We each get 24 hours in a day, but the secret to a fulfilled life just might be to follow Anayensi Jacobo’s lead. If she writes it down in her notebook-sized appointment book, you can rest assure it’s important and it takes precedence.
“My agenda is very important for me. I write things down and I have a to-do list. I structure my time, making time for things I love and things I’m passionate about. I’ve had to drop some things, but I’ve kept what’s most important and gives me motivation,” Jacobo said. “I make time to be there for my friends and they’re very supportive of what I do. My roommates, too, have been absolutely stellar.”
Watching television is out and her time is so precious that letting it go by idly just isn’t an option. Giving sound advice to a younger University of San Diego student adjusting to college life? Definitely worth her time. Tutoring and mentoring local high school students in the TRiO Upward Bound program? Certainly. Serving as a community representative for the USD Women’s Center Leadership Council? Of course. Being a big sister and mentor to a young boy in the YMCA’s “Y Friends” program? That’s how she spent some of her time as a sophomore and junior at USD.
Jacobo, an English and philosophy double major and Gender Studies minor, manages her time well. The result is that she has a great heart, great awareness and a determination to make the world around her a better place.
Earlier this month she won three awards in a week’s time including two — the Dr. Linda A.M. Perry Award from the Gender Studies Department and the TRiO Student Support Services Service Award — on the same date and at two different banquets. She also won the Dr. Judy Rauner Award for Social Justice at the May 4 United Front Multicultural Center Diversity Banquet.
“That it was an award for social justice made me happy,” she said of the Rauner accolade. “I want to create social justice, even though I’ve never called it social justice. I just want to go out into the world, work for international organizations and help all sorts of people.”
International exploration is certainly at the top of her to-do list. “There are places abroad that do some things better than in the U.S., we just don’t know about it. Part of it is that I want to learn from other countries; another part is just having the exposure to other cultures.”
Jacobo spent Spring 2010 on USD’s Semester at Sea, a nine-country, four-month study abroad program. She often visits Mexico to visit her mother’s relatives. She’s got an impressive summer lined up after USD’s Commencement May 22. She will go to Costa Rica for fun, to Jamaica for a three-week study abroad program and her last USD class, then return to San Diego to help with the summer Upward Bound program. She’ll reconnect in person with a London pen pal she’s had since the fifth grade and in August she’ll embark on a two-year stint in the Peace Corps (site still unknown).

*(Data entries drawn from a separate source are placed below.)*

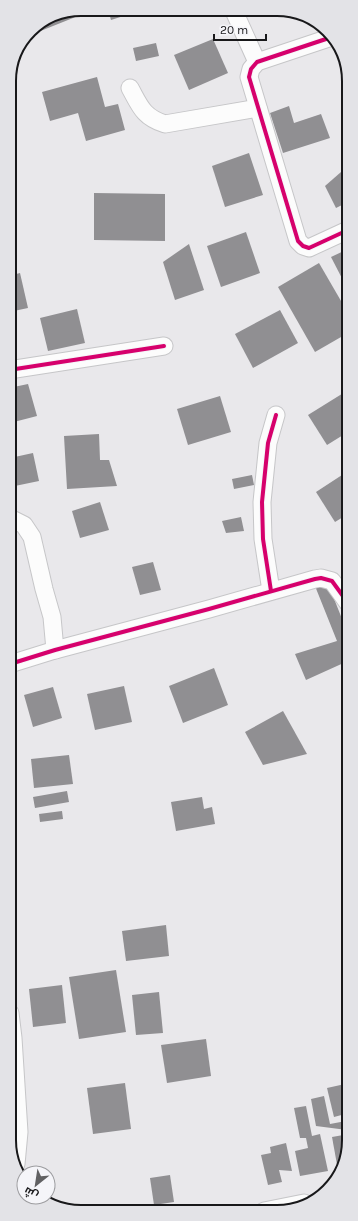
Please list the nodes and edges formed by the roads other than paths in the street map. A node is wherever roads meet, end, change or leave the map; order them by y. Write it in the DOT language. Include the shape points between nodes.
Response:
graph roads {
  1 [pos="236,16"];
  2 [pos="326,39"];
  3 [pos="256,62"];
  4 [pos="130,88"];
  5 [pos="258,108"];
  6 [pos="342,233"];
  7 [pos="164,346"];
  8 [pos="16,369"];
  9 [pos="276,415"];
  10 [pos="16,521"];
  11 [pos="271,591"];
  12 [pos="342,595"];
  13 [pos="55,650"];
  14 [pos="16,662"];
  15 [pos="16,1085"];
  16 [pos="17,1153"];
  1 -- 3 [label="street"];
  2 -- 3 [label="street"];
  3 -- 5 [label="street" via="248,77"];
  4 -- 5 [label="street" via="144,112 165,124"];
  5 -- 6 [label="street" via="298,241 302,246 309,248"];
  7 -- 8 [label="street"];
  9 -- 11 [label="street" via="268,443 262,502 263,539"];
  10 -- 13 [label="street" via="24,525 32,537 52,617"];
  11 -- 12 [label="street" via="315,579 327,579 332,581"];
  11 -- 13 [label="street"];
  13 -- 14 [label="street"];
  15 -- 16 [label="street" via="19,1132"];
}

Her academic experiences have also played a formidable role in her development. A first-generation college student, Jacobo attended Escondido’s Orange Glen High School and participated in the TRiO Upward Bound program to put her on a supportive and informative path to college. She was familiar with USD through its summer Upward Bound program on campus and her parents liked that it was a Catholic university and was closer to home. Jacobo got an early taste of USD through Student Support Services’ Summer Bridge program in August 2007. She moved into her residence hall early, met other students, and met faculty members who taught a mini-college course to prepare Jacobo and other students for USD’s academic rigor.
Jacobo admitted she wasn’t sure what she wanted to study, but soon chose English because of her love for reading literature, writing and being inspired by English professors such as David Cantrell, PhD and Gail Perez, PhD. She gravitated to philosophy and the Gender Studies minor because of Lori Watson, PhD, assistant philosophy professor and director of Gender Studies program, as well as Jacobo’s work in USD’s Women’s Center that helped her strengthen her feminist beliefs.

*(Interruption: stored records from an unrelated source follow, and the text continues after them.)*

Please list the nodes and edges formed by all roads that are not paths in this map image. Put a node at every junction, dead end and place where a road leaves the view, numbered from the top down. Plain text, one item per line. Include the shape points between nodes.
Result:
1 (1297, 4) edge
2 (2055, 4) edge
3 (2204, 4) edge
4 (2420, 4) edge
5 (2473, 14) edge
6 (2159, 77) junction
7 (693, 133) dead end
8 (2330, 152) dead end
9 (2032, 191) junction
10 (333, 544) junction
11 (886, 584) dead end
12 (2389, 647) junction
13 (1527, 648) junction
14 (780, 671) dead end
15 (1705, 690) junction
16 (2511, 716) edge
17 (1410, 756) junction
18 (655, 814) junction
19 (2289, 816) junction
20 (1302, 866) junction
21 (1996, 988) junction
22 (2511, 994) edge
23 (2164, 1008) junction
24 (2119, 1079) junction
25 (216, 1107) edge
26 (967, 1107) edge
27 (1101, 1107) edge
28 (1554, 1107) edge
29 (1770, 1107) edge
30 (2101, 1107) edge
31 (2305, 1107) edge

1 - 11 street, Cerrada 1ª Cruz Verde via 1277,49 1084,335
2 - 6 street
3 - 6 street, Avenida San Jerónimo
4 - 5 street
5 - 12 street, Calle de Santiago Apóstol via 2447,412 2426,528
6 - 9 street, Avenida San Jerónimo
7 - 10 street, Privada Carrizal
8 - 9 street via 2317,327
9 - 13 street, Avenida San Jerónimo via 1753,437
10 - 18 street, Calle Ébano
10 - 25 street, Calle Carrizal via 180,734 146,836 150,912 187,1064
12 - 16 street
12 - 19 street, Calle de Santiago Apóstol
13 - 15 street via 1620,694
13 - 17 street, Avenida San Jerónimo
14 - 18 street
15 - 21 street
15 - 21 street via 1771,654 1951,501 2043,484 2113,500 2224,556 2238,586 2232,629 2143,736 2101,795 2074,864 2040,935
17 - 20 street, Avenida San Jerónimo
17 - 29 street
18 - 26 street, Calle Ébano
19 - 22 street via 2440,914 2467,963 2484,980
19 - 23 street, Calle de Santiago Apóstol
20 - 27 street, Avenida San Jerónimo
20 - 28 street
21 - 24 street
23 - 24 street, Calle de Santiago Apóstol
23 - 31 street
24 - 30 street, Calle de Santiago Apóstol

“I learned a lot through my English and Philosophy majors, but if Gender Studies had been offered as a major, I’d have done that,” Jacobo said. “Gender Studies just spoke to me. I guess I’d never been able to label it, but through Gender Studies I learned more about it and found out more about myself.”

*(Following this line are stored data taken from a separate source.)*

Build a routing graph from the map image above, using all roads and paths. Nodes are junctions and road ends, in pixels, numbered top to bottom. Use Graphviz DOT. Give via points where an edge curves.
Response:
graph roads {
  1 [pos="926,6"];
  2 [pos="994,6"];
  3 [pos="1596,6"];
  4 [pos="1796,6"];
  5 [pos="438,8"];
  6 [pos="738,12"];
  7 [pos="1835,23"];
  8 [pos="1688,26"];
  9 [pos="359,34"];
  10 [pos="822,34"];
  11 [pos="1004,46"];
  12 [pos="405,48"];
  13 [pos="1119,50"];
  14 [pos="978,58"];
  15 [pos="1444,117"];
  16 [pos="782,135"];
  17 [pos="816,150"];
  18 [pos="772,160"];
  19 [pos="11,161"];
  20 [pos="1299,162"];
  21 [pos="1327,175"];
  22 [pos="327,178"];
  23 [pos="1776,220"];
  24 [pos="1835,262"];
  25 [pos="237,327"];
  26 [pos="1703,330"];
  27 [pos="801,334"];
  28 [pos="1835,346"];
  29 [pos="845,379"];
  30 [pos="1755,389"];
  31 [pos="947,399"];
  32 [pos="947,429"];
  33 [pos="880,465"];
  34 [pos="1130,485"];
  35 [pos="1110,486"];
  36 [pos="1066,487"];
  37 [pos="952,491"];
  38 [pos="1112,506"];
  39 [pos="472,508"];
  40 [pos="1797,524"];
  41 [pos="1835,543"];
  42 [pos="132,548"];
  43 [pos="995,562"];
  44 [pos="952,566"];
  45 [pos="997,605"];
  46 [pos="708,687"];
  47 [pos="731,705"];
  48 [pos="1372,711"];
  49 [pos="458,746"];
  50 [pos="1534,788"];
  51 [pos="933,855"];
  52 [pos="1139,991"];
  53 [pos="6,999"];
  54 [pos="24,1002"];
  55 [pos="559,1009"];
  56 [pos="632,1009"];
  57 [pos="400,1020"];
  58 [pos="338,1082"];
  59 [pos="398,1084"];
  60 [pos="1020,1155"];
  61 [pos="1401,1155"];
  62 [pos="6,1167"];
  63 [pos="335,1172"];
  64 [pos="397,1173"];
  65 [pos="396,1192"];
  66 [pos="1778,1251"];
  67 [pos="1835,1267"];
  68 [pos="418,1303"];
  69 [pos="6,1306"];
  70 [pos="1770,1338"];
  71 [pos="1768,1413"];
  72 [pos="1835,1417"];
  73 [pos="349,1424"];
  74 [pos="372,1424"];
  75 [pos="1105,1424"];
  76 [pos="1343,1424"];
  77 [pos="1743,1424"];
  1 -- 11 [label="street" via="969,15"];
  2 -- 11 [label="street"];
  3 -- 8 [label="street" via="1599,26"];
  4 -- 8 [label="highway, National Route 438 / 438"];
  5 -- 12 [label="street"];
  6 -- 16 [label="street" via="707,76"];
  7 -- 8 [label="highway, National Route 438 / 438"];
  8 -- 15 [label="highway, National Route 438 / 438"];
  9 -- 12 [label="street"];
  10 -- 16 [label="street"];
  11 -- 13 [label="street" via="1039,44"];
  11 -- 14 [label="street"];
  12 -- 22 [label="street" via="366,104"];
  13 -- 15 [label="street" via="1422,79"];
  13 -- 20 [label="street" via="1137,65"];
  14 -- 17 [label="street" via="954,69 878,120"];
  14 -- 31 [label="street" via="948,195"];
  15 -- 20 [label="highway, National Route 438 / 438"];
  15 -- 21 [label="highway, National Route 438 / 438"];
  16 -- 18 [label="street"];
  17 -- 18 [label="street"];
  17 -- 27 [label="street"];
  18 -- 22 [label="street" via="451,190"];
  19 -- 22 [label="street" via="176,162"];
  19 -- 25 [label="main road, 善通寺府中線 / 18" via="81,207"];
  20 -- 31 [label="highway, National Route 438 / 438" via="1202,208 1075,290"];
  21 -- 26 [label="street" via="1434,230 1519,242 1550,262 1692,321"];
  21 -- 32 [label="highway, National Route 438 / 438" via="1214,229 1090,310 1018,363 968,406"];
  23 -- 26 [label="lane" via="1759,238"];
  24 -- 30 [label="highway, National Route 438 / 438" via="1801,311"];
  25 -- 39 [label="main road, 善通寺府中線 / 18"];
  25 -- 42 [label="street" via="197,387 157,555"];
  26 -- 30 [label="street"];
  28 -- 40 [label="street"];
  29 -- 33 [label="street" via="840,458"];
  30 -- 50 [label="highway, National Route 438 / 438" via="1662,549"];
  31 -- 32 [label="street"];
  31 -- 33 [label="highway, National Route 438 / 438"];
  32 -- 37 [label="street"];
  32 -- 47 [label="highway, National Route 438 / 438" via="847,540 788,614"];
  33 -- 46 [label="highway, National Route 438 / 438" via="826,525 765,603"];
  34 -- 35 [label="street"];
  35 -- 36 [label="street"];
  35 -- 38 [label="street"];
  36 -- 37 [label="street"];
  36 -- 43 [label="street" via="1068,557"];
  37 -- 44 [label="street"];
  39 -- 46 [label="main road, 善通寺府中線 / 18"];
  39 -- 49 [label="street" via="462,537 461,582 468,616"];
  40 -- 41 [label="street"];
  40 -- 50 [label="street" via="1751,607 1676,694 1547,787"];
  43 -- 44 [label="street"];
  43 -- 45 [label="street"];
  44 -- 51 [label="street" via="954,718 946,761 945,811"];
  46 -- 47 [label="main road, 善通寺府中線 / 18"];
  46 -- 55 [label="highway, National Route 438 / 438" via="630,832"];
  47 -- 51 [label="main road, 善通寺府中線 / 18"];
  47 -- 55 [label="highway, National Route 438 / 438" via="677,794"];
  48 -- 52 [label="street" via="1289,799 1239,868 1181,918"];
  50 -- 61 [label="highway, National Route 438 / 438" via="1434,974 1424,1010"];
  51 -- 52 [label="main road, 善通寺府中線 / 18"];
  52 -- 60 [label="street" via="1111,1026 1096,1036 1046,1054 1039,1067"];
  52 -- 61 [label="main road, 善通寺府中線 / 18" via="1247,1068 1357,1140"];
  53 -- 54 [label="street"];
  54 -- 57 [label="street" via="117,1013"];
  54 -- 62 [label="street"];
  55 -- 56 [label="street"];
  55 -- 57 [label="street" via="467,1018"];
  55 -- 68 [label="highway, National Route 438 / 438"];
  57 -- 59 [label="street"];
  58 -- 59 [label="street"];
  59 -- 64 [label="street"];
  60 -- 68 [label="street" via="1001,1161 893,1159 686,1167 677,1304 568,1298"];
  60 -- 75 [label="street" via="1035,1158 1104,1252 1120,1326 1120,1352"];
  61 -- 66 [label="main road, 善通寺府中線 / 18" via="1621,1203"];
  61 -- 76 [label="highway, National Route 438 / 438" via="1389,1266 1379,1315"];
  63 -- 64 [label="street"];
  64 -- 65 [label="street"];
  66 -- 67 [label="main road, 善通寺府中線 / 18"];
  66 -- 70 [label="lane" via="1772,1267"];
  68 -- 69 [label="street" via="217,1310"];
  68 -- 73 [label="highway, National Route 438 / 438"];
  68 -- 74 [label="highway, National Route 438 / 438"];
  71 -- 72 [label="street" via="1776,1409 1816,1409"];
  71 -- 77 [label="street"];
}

She did a capstone project and a poster presentation at the Women’s and Gender Studies Banquet. Jacobo spotlighted a workplace wage discrepancy that favors men over women across the board. At the same banquet, she was given the Perry Award by Perry herself, a USD professor emerita in Communication Studies who sought to start a gender studies program on campus.
“I’m glad I got the opportunity to meet her,” Jacobo said. “She’s so amazing. She’s the founder of the program and the fact that I even had the chance to take gender classes is because of her.”
Jacobo plans to attend graduate school after her Peace Corps experience and indicated feminist or gender studies is a distinct possibility. Any firm decision might be two years away, but if it’s on her to-do list, it’s probably the right answer.